この章では、Oracle JRockit JVMのチューニングにより、ガベージ・コレクションによる休止時間の短縮、アプリケーションのスループットの向上、メモリーの占有領域の縮小という各要件の間で妥協点を図る方法について説明します。
この章の内容は以下のとおりです。
JRockit JVMでは、ガベージ・コレクションの休止時間を短くするか、アプリケーション・スループットを最大化するか、どちらかを選ぶことができます。この項では、このトレードオフが存在する理由を説明します。
ガベージ・コレクションの休止時間とアプリケーションのスループットの間のトレードオフは、ガベージ・コレクションの休止時間を短くするモーストリ・コンカレント・ガベージ・コレクション方式の影響も受けています。ガベージ・コレクションの期間中Javaスレッドを停止するガベージ・コレクション・アルゴリズムがどれほど効率的であっても、ガベージ・コレクション期間に部分的にでもJavaスレッドを引き続き実行できるガベージ・コレクション・アルゴリズムの方が、個々のガベージ・コレクションの休止時間が短くなります。コンカレント・アルゴリズムにはさらに作業が必要です。これは、新しいオブジェクトが作成され、オブジェクト間の参照がガベージ・コレクション中に変更されるためです。これらの変更はすべて追跡する必要があるため、オーバーヘッドが発生します。また、ガベージ・コレクタがすべての変更を処理する必要があるため、さらに追加の作業が発生します。結果的に、Javaスレッドの休止中のガベージ・コレクタの作業量が多いほど、全体的に必要な処理量は少なくてすみます。

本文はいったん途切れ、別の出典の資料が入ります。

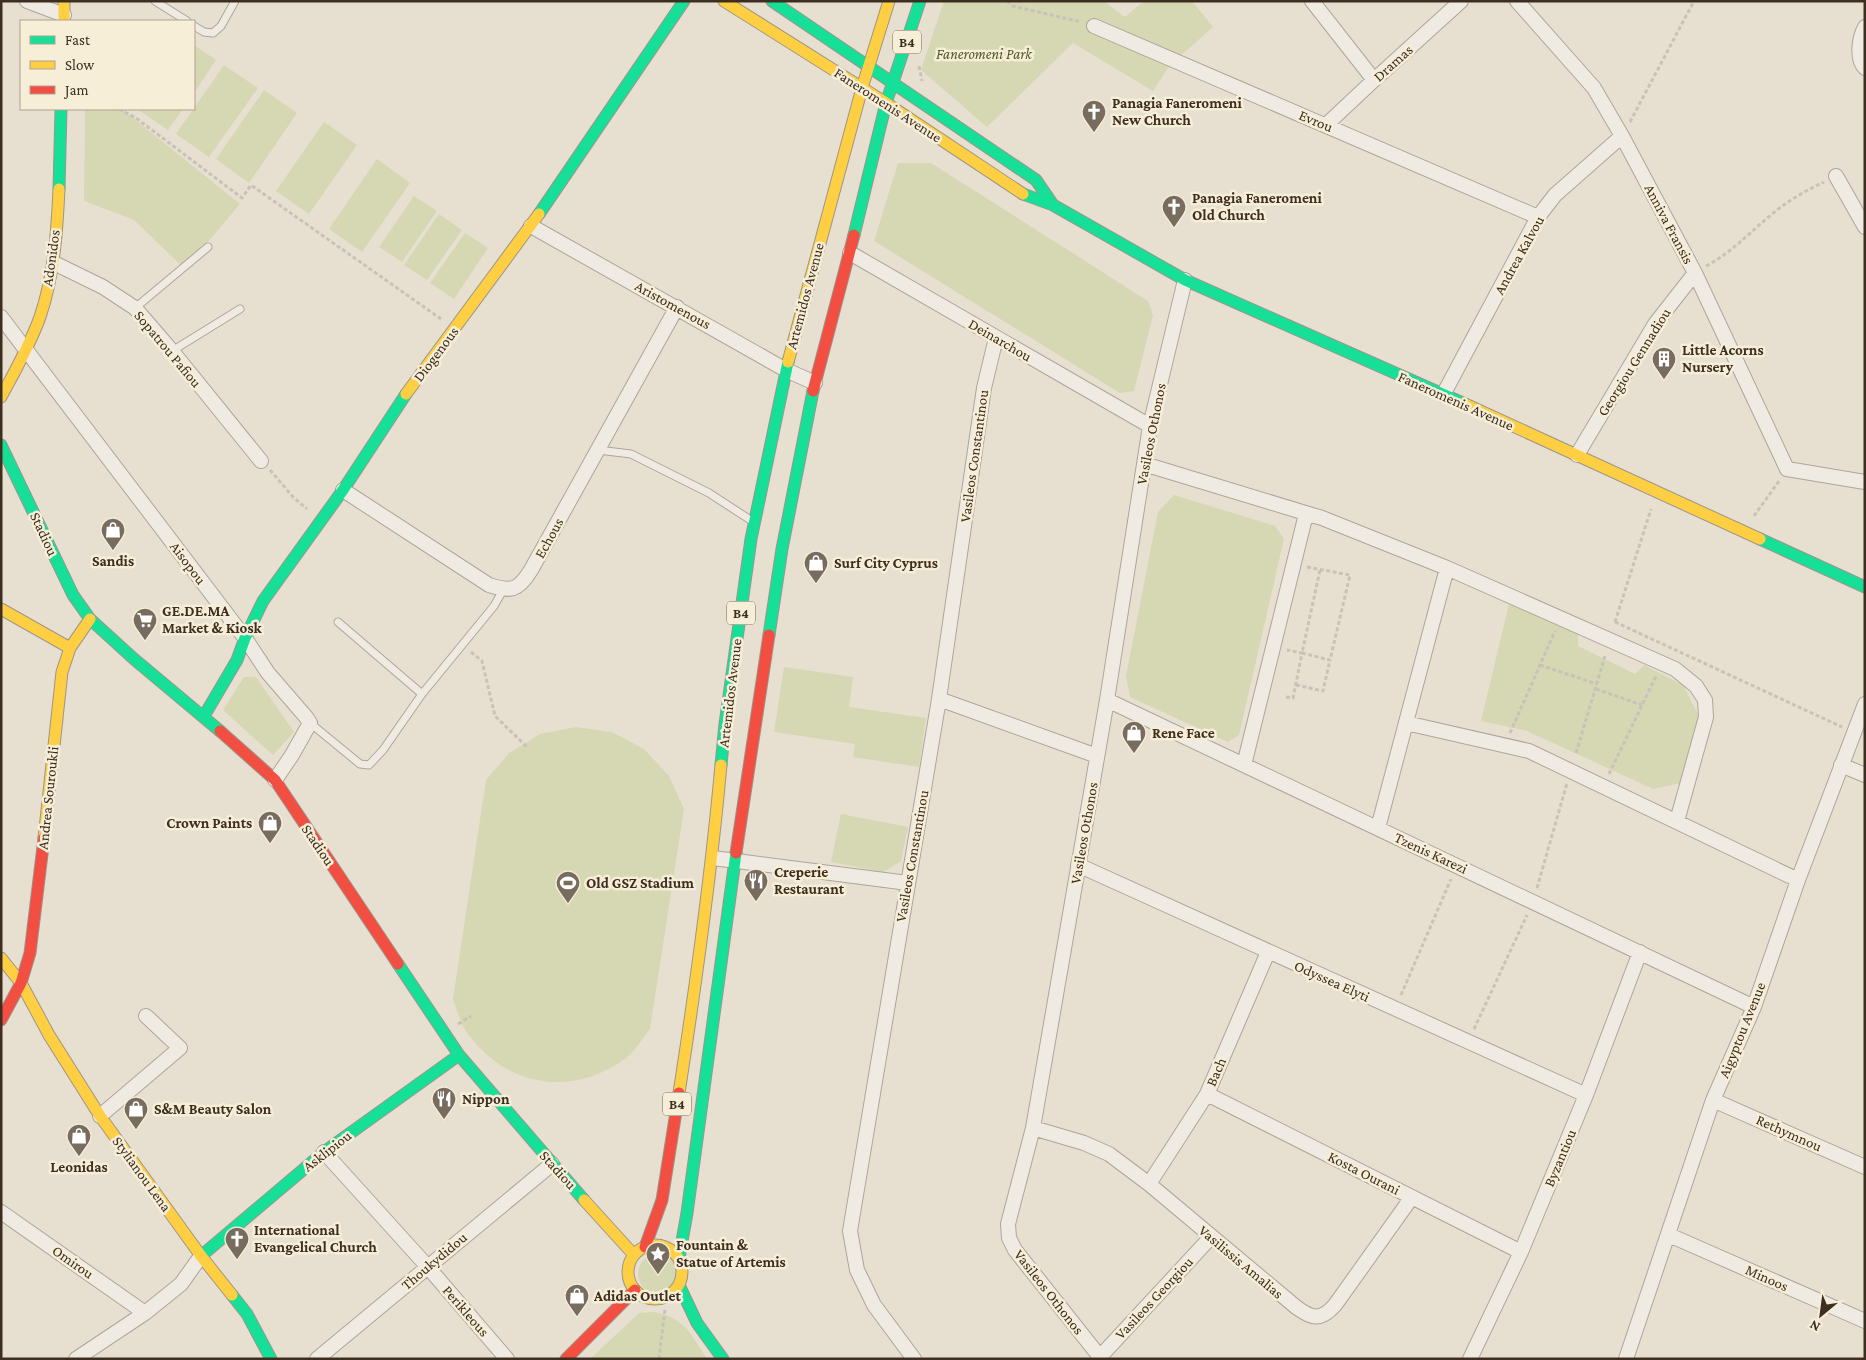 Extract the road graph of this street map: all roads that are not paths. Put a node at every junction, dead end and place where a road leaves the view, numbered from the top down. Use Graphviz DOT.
graph roads {
  1 [pos="27,1"];
  2 [pos="155,1"];
  3 [pos="235,1"];
  4 [pos="684,1"];
  5 [pos="724,1"];
  6 [pos="772,1"];
  7 [pos="889,1"];
  8 [pos="920,1"];
  9 [pos="1312,1"];
  10 [pos="1461,1"];
  11 [pos="1517,1"];
  12 [pos="64,12"];
  13 [pos="185,20"];
  14 [pos="1094,26"];
  15 [pos="195,27"];
  16 [pos="1865,28"];
  17 [pos="869,66"];
  18 [pos="1865,68"];
  19 [pos="1374,80"];
  20 [pos="893,82"];
  21 [pos="862,88"];
  22 [pos="886,103"];
  23 [pos="61,110"];
  24 [pos="1326,125"];
  25 [pos="1622,136"];
  26 [pos="1836,176"];
  27 [pos="1053,205"];
  28 [pos="1538,217"];
  29 [pos="531,226"];
  30 [pos="1865,227"];
  31 [pos="208,248"];
  32 [pos="850,253"];
  33 [pos="54,263"];
  34 [pos="1695,273"];
  35 [pos="1185,280"];
  36 [pos="677,307"];
  37 [pos="135,308"];
  38 [pos="240,309"];
  39 [pos="1,316"];
  40 [pos="996,338"];
  41 [pos="26,349"];
  42 [pos="172,351"];
  43 [pos="786,370"];
  44 [pos="815,383"];
  45 [pos="1443,395"];
  46 [pos="1,397"];
  47 [pos="1150,426"];
  48 [pos="1,445"];
  49 [pos="598,450"];
  50 [pos="1577,455"];
  51 [pos="260,461"];
  52 [pos="1144,464"];
  53 [pos="1865,482"];
  54 [pos="343,490"];
  55 [pos="1306,514"];
  56 [pos="754,523"];
  57 [pos="1447,568"];
  58 [pos="1865,587"];
  59 [pos="503,590"];
  60 [pos="1,609"];
  61 [pos="90,620"];
  62 [pos="338,622"];
  63 [pos="245,638"];
  64 [pos="70,648"];
  65 [pos="422,694"];
  66 [pos="939,699"];
  67 [pos="1108,700"];
  68 [pos="1865,704"];
  69 [pos="204,716"];
  70 [pos="310,722"];
  71 [pos="1406,722"];
  72 [pos="1097,756"];
  73 [pos="1244,764"];
  74 [pos="1840,765"];
  75 [pos="1865,776"];
  76 [pos="275,780"];
  77 [pos="1677,821"];
  78 [pos="1378,828"];
  79 [pos="713,858"];
  80 [pos="735,861"];
  81 [pos="1078,865"];
  82 [pos="1798,880"];
  83 [pos="908,883"];
  84 [pos="1268,952"];
  85 [pos="1640,952"];
  86 [pos="1,958"];
  87 [pos="21,983"];
  88 [pos="1754,1006"];
  89 [pos="146,1016"];
  90 [pos="1,1020"];
  91 [pos="459,1055"];
  92 [pos="1207,1094"];
  93 [pos="1586,1095"];
  94 [pos="1713,1100"];
  95 [pos="100,1116"];
  96 [pos="1033,1128"];
  97 [pos="324,1152"];
  98 [pos="1864,1163"];
  99 [pos="552,1164"];
  100 [pos="1149,1184"];
  101 [pos="1412,1197"];
  102 [pos="1,1212"];
  103 [pos="1669,1235"];
  104 [pos="1211,1237"];
  105 [pos="645,1247"];
  106 [pos="1521,1252"];
  107 [pos="634,1255"];
  108 [pos="201,1256"];
  109 [pos="678,1258"];
  110 [pos="428,1266"];
  111 [pos="679,1285"];
  112 [pos="634,1290"];
  113 [pos="666,1303"];
  114 [pos="145,1313"];
  115 [pos="1865,1322"];
  116 [pos="697,1323"];
  117 [pos="1099,1358"];
  118 [pos="76,1359"];
  119 [pos="271,1359"];
  120 [pos="317,1359"];
  121 [pos="507,1359"];
  122 [pos="566,1359"];
  123 [pos="723,1359"];
  124 [pos="914,1359"];
  125 [pos="1470,1359"];
  126 [pos="1626,1359"];
  1 -- 12 [label="street"];
  2 -- 13 [label="lane"];
  3 -- 15 [label="lane"];
  4 -- 29 [label="main road, Diogenous"];
  5 -- 21 [label="main road, Faneromenis Avenue"];
  6 -- 17 [label="main road, Faneromenis Avenue"];
  7 -- 17 [label="main road, Artemidos Avenue / B4"];
  8 -- 20 [label="main road, Artemidos Avenue / B4"];
  9 -- 19 [label="street"];
  10 -- 19 [label="street, Dramas"];
  11 -- 25 [label="street, Anniva Fransis"];
  14 -- 24 [label="street, Evrou"];
  16 -- 18 [label="street"];
  17 -- 20 [label="main road, Faneromenis Avenue"];
  17 -- 21 [label="main road, Artemidos Avenue / B4"];
  19 -- 24 [label="street, Dramas"];
  20 -- 22 [label="main road, Artemidos Avenue / B4"];
  20 -- 27 [label="main road, Faneromenis Avenue"];
  21 -- 22 [label="main road, Faneromenis Avenue"];
  21 -- 43 [label="main road, Artemidos Avenue / B4"];
  22 -- 27 [label="main road, Faneromenis Avenue"];
  22 -- 32 [label="main road, Artemidos Avenue / B4"];
  23 -- 33 [label="main road, Adonidos"];
  24 -- 28 [label="street, Evrou"];
  25 -- 28 [label="street, Andrea Kalvou"];
  25 -- 34 [label="street, Anniva Fransis"];
  26 -- 30 [label="street"];
  27 -- 35 [label="main road, Faneromenis Avenue"];
  28 -- 45 [label="street, Andrea Kalvou"];
  29 -- 36 [label="street, Aristomenous"];
  29 -- 54 [label="main road, Diogenous"];
  31 -- 37 [label="lane"];
  32 -- 40 [label="street, Deinarchou"];
  32 -- 44 [label="main road, Artemidos Avenue / B4"];
  33 -- 37 [label="street, Sopatrou Pafiou"];
  33 -- 41 [label="main road, Adonidos"];
  34 -- 50 [label="street, Georgiou Gennadiou"];
  34 -- 53 [label="street, Anniva Fransis"];
  35 -- 45 [label="main road, Faneromenis Avenue"];
  35 -- 47 [label="street, Vasileos Othonos"];
  36 -- 43 [label="street, Aristomenous"];
  36 -- 49 [label="street, Echous"];
  37 -- 42 [label="street, Sopatrou Pafiou"];
  38 -- 42 [label="lane"];
  39 -- 41 [label="street, Aisopou"];
  40 -- 47 [label="street, Deinarchou"];
  40 -- 66 [label="street, Vasileos Constantinou"];
  41 -- 46 [label="main road, Adonidos"];
  41 -- 63 [label="street, Aisopou"];
  42 -- 51 [label="street, Sopatrou Pafiou"];
  43 -- 44 [label="street, Aristomenous"];
  43 -- 56 [label="main road, Artemidos Avenue / B4"];
  44 -- 80 [label="main road, Artemidos Avenue / B4"];
  45 -- 50 [label="main road, Faneromenis Avenue"];
  47 -- 52 [label="street, Vasileos Othonos"];
  48 -- 61 [label="main road, Stadiou"];
  49 -- 56 [label="lane"];
  49 -- 59 [label="street, Echous"];
  50 -- 58 [label="main road, Faneromenis Avenue"];
  52 -- 55 [label="street"];
  52 -- 67 [label="street, Vasileos Othonos"];
  54 -- 59 [label="street"];
  54 -- 63 [label="main road, Diogenous"];
  55 -- 57 [label="street"];
  55 -- 73 [label="street"];
  56 -- 79 [label="main road, Artemidos Avenue / B4"];
  57 -- 71 [label="street"];
  57 -- 77 [label="street"];
  59 -- 65 [label="lane"];
  60 -- 64 [label="main road"];
  61 -- 64 [label="main road, Andrea Souroukli"];
  61 -- 69 [label="main road, Stadiou"];
  62 -- 65 [label="lane"];
  63 -- 69 [label="main road, Diogenous"];
  63 -- 70 [label="street, Aisopou"];
  64 -- 87 [label="main road, Andrea Souroukli"];
  65 -- 70 [label="lane"];
  66 -- 72 [label="street"];
  66 -- 83 [label="street, Vasileos Constantinou"];
  67 -- 72 [label="street, Vasileos Othonos"];
  67 -- 73 [label="street, Tzenis Karezi"];
  68 -- 74 [label="street, Aigyptou Avenue"];
  69 -- 76 [label="main road, Stadiou"];
  70 -- 76 [label="street"];
  71 -- 77 [label="street"];
  71 -- 78 [label="street"];
  72 -- 81 [label="street, Vasileos Othonos"];
  73 -- 78 [label="street, Tzenis Karezi"];
  74 -- 75 [label="street"];
  74 -- 82 [label="street, Aigyptou Avenue"];
  76 -- 91 [label="main road, Stadiou"];
  77 -- 82 [label="street"];
  78 -- 85 [label="street, Tzenis Karezi"];
  79 -- 80 [label="street"];
  79 -- 105 [label="main road, Artemidos Avenue / B4"];
  80 -- 83 [label="street"];
  80 -- 109 [label="main road, Artemidos Avenue / B4"];
  81 -- 84 [label="street, Odyssea Elyti"];
  81 -- 96 [label="street, Vasileos Othonos"];
  82 -- 88 [label="street, Aigyptou Avenue"];
  83 -- 124 [label="street, Vasileos Constantinou"];
  84 -- 92 [label="street, Bach"];
  84 -- 93 [label="street, Odyssea Elyti"];
  85 -- 88 [label="street, Tzenis Karezi"];
  85 -- 93 [label="street, Byzantiou"];
  86 -- 87 [label="main road, Stylianou Lena"];
  87 -- 90 [label="main road, Andrea Souroukli"];
  87 -- 95 [label="main road, Stylianou Lena"];
  88 -- 94 [label="street, Aigyptou Avenue"];
  89 -- 95 [label="street"];
  91 -- 97 [label="main road, Asklipiou"];
  91 -- 99 [label="main road, Stadiou"];
  92 -- 100 [label="street, Bach"];
  92 -- 101 [label="street, Kosta Ourani"];
  93 -- 106 [label="street, Byzantiou"];
  94 -- 98 [label="street, Rethymnou"];
  94 -- 103 [label="street, Aigyptou Avenue"];
  95 -- 108 [label="main road, Stylianou Lena"];
  96 -- 100 [label="street, Vasilissis Amalias"];
  96 -- 117 [label="street, Vasileos Othonos"];
  97 -- 108 [label="main road, Asklipiou"];
  97 -- 110 [label="street, Perikleous"];
  99 -- 107 [label="main road, Stadiou"];
  99 -- 110 [label="street, Thoukydidou"];
  100 -- 104 [label="street, Vasilissis Amalias"];
  101 -- 104 [label="street, Vasilissis Amalias"];
  101 -- 106 [label="street, Kosta Ourani"];
  102 -- 114 [label="street, Omirou"];
  103 -- 115 [label="street, Minoos"];
  103 -- 126 [label="street, Aigyptou Avenue"];
  104 -- 117 [label="street, Vasileos Georgiou"];
  105 -- 107 [label="main road"];
  105 -- 109 [label="main road"];
  106 -- 125 [label="street, Byzantiou"];
  107 -- 112 [label="main road"];
  108 -- 114 [label="street"];
  108 -- 119 [label="main road, Stylianou Lena"];
  109 -- 111 [label="main road, B4"];
  110 -- 120 [label="street, Thoukydidou"];
  110 -- 121 [label="street, Perikleous"];
  111 -- 113 [label="main road"];
  111 -- 116 [label="main road, B4"];
  112 -- 113 [label="main road"];
  112 -- 122 [label="main road"];
  113 -- 116 [label="main road, B4"];
  114 -- 118 [label="street"];
  116 -- 123 [label="main road, B4"];
}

ライブ・オブジェクトのブロック間で、割り当てられたオブジェクトには小さすぎるメモリーのチャンクが解放されると、マーク・アンド・スイープ・ガベージ・コレクション・モデルによってヒープの断片化が発生する場合があります。ヒープを圧縮すると、この断片化は減少します。断片化が発生すると、オブジェクトの割当てが難しくなり、ガベージ・コレクションの頻度が増すため、全体のスループットに負の影響があります。JRockit JVMは、ガベージ・コレクションごとにヒープの部分圧縮を行います。この圧縮は、Javaスレッドの休止中に行われます。オブジェクトの移動には時間がかかるため、移動するオブジェクトが多いほど、圧縮にかかる時間が長くなります。圧縮の量を減らすと圧縮による休止時間も短くなりますが、断片化が進行するため、全体のスループットは低下します。
メモリー・リソースが少ないマシン上で実行するアプリケーションでは、メモリーの占有領域が小さいことが求められます。メモリーの占有領域を小さくし、アプリケーション全体のスループットを高くして、ガベージ・コレクションの休止時間を短くする、という要件をすべて満たすことはできません。この項では、このトレードオフの理由を説明します。
ヒープが大きいと、ガベージ・コレクションの頻度と断片化が減少するため、アプリケーションのスループットが向上します。ただし、ヒープが大きいと、Javaプロセスのメモリーの占有領域も大きくなります。